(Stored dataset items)

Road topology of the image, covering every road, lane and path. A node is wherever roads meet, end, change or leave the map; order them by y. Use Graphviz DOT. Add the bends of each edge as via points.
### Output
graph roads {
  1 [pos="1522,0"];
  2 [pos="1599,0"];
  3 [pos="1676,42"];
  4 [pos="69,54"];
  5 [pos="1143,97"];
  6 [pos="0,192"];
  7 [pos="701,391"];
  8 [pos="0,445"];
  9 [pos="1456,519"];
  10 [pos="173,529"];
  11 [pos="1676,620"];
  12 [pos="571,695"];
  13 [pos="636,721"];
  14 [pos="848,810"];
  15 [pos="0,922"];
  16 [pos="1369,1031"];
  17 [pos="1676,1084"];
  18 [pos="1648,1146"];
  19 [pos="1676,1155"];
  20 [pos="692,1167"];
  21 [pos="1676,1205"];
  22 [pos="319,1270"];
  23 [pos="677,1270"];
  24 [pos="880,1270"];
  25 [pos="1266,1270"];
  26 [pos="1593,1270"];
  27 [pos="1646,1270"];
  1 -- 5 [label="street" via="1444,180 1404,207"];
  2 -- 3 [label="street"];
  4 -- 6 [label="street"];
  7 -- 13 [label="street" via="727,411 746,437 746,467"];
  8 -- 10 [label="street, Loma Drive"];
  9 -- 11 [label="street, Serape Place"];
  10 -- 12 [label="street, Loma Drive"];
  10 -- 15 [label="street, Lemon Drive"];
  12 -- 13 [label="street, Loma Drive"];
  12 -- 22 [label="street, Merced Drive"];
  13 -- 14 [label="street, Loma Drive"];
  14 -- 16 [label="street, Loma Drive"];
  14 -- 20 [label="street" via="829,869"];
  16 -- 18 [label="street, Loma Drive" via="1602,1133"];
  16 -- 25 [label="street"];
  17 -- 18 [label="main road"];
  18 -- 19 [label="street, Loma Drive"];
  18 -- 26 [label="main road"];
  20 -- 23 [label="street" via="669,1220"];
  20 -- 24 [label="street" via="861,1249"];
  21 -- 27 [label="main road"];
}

§ **INSTRUCTIONS TO FOLLOW**: Every line above needs to be repeated exactly as shown.

§ **ANSWER TO THE PROBLEM**:
Road topology of the image, covering every road, lane and path. A node is wherever roads meet, end, change or leave the map; order them by y. Use Graphviz DOT. Add the bends of each edge as via points.
### Output
graph roads {
  1 [pos="1522,0"];
  2 [pos="1599,0"];
  3 [pos="1676,42"];
  4 [pos="69,54"];
  5 [pos="1143,97"];
  6 [pos="0,192"];
  7 [pos="701,391"];
  8 [pos="0,445"];
  9 [pos="1456,519"];
  10 [pos="173,529"];
  11 [pos="1676,620"];
  12 [pos="571,695"];
  13 [pos="636,721"];
  14 [pos="848,810"];
  15 [pos="0,922"];
  16 [pos="1369,1031"];
  17 [pos="1676,1084"];
  18 [pos="1648,1146"];
  19 [pos="1676,1155"];
  20 [pos="692,1167"];
  21 [pos="1676,1205"];
  22 [pos="319,1270"];
  23 [pos="677,1270"];
  24 [pos="880,1270"];
  25 [pos="1266,1270"];
  26 [pos="1593,1270"];
  27 [pos="1646,1270"];
  1 -- 5 [label="street" via="1444,180 1404,207"];
  2 -- 3 [label="street"];
  4 -- 6 [label="street"];
  7 -- 13 [label="street" via="727,411 746,437 746,467"];
  8 -- 10 [label="street, Loma Drive"];
  9 -- 11 [label="street, Serape Place"];
  10 -- 12 [label="street, Loma Drive"];
  10 -- 15 [label="street, Lemon Drive"];
  12 -- 13 [label="street, Loma Drive"];
  12 -- 22 [label="street, Merced Drive"];
  13 -- 14 [label="street, Loma Drive"];
  14 -- 16 [label="street, Loma Drive"];
  14 -- 20 [label="street" via="829,869"];
  16 -- 18 [label="street, Loma Drive" via="1602,1133"];
  16 -- 25 [label="street"];
  17 -- 18 [label="main road"];
  18 -- 19 [label="street, Loma Drive"];
  18 -- 26 [label="main road"];
  20 -- 23 [label="street" via="669,1220"];
  20 -- 24 [label="street" via="861,1249"];
  21 -- 27 [label="main road"];
}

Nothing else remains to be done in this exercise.